Data to examine START

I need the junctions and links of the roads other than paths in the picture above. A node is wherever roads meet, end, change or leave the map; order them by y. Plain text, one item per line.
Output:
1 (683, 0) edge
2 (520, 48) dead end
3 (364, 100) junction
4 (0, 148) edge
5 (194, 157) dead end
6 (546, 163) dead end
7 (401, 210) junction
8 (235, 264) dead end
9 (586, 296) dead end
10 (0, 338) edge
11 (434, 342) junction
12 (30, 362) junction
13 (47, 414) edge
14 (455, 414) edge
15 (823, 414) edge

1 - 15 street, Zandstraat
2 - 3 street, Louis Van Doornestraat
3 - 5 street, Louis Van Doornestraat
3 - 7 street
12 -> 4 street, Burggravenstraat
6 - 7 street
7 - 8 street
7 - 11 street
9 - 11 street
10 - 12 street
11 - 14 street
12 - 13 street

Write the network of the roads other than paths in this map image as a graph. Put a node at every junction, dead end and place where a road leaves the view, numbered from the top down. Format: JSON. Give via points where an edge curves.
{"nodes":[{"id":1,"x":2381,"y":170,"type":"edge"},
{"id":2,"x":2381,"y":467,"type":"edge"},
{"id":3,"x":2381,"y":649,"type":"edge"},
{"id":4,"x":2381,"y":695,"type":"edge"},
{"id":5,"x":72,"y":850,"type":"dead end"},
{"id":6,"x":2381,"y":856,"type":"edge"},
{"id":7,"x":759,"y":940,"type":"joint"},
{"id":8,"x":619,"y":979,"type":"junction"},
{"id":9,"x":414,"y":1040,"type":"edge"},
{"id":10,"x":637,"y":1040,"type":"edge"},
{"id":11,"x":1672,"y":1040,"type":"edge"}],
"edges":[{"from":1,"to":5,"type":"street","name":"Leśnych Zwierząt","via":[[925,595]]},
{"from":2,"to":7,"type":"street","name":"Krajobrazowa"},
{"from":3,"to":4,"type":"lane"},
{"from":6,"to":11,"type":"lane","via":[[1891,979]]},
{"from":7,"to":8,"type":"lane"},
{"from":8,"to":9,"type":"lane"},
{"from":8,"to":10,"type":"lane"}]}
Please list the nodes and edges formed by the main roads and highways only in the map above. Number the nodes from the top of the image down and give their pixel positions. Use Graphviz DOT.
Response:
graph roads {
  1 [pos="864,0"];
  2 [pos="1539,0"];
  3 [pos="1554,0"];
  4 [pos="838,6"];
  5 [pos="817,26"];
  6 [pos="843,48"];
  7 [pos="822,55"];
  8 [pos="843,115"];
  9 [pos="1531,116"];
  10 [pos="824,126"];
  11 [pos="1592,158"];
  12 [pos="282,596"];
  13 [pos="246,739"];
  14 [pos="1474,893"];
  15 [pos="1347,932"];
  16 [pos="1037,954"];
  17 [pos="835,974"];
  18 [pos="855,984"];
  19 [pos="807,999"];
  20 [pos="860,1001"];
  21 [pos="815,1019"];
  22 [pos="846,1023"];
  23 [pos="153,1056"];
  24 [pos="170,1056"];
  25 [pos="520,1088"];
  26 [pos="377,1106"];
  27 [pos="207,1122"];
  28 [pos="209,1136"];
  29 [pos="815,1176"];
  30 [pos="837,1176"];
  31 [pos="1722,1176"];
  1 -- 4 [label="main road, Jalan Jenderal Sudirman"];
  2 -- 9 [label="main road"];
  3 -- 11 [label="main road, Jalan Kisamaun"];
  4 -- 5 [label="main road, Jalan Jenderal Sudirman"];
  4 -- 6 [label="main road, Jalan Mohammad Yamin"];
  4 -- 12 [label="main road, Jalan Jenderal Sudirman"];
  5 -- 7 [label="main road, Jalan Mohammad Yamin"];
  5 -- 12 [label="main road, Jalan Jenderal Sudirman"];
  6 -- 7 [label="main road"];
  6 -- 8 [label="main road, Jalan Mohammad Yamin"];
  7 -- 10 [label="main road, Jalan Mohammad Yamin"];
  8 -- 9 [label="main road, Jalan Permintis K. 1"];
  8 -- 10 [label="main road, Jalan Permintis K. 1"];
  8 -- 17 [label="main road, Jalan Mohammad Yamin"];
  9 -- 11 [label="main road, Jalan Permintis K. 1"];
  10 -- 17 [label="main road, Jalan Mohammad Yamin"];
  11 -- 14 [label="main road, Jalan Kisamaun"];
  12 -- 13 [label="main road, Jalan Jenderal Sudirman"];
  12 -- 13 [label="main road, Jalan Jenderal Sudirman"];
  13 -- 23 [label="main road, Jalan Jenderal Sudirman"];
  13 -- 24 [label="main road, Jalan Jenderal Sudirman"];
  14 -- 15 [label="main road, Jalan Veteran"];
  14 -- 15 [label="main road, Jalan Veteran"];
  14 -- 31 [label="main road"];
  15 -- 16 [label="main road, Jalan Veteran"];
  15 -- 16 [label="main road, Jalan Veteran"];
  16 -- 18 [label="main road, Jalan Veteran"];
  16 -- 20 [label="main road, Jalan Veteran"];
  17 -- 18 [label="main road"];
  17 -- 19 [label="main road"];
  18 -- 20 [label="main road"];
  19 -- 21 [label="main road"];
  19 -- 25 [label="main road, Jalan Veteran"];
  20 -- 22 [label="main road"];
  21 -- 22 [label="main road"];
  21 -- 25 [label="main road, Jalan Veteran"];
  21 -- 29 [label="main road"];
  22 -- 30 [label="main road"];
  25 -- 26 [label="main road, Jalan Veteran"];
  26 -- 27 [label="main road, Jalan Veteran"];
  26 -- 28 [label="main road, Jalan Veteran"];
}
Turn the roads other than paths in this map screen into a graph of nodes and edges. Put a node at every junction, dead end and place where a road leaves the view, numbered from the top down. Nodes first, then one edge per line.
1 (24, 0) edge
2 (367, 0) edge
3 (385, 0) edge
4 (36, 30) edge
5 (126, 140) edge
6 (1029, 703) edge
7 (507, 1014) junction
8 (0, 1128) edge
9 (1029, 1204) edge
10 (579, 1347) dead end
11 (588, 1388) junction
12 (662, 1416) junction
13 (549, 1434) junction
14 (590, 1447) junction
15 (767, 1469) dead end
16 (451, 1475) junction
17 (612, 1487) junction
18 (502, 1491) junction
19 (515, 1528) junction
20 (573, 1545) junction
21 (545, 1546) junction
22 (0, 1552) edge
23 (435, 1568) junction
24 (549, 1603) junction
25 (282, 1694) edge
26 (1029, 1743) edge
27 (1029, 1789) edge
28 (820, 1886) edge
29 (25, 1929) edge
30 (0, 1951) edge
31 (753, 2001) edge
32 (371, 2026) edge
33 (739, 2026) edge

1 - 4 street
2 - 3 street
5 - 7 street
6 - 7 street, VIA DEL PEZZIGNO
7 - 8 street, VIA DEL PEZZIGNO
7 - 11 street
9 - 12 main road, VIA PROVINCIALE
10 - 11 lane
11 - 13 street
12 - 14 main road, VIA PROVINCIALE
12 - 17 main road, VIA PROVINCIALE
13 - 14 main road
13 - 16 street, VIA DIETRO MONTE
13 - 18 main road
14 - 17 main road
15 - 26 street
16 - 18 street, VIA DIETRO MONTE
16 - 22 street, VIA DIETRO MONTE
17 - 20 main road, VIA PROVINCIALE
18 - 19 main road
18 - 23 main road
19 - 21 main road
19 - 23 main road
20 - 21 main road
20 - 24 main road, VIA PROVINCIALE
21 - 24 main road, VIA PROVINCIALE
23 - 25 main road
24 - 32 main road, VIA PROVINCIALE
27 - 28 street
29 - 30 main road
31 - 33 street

Data to examine END

* [What to do] Take the listing above and repeat exactly the lines from the one containing "Write the network" through the one containing "Please list the", both included.

* [Result below]
Write the network of the roads other than paths in this map image as a graph. Put a node at every junction, dead end and place where a road leaves the view, numbered from the top down. Format: JSON. Give via points where an edge curves.
{"nodes":[{"id":1,"x":2381,"y":170,"type":"edge"},
{"id":2,"x":2381,"y":467,"type":"edge"},
{"id":3,"x":2381,"y":649,"type":"edge"},
{"id":4,"x":2381,"y":695,"type":"edge"},
{"id":5,"x":72,"y":850,"type":"dead end"},
{"id":6,"x":2381,"y":856,"type":"edge"},
{"id":7,"x":759,"y":940,"type":"joint"},
{"id":8,"x":619,"y":979,"type":"junction"},
{"id":9,"x":414,"y":1040,"type":"edge"},
{"id":10,"x":637,"y":1040,"type":"edge"},
{"id":11,"x":1672,"y":1040,"type":"edge"}],
"edges":[{"from":1,"to":5,"type":"street","name":"Leśnych Zwierząt","via":[[925,595]]},
{"from":2,"to":7,"type":"street","name":"Krajobrazowa"},
{"from":3,"to":4,"type":"lane"},
{"from":6,"to":11,"type":"lane","via":[[1891,979]]},
{"from":7,"to":8,"type":"lane"},
{"from":8,"to":9,"type":"lane"},
{"from":8,"to":10,"type":"lane"}]}
Please list the nodes and edges formed by the main roads and highways only in the map above. Number the nodes from the top of the image down and give their pixel positions. Use Graphviz DOT.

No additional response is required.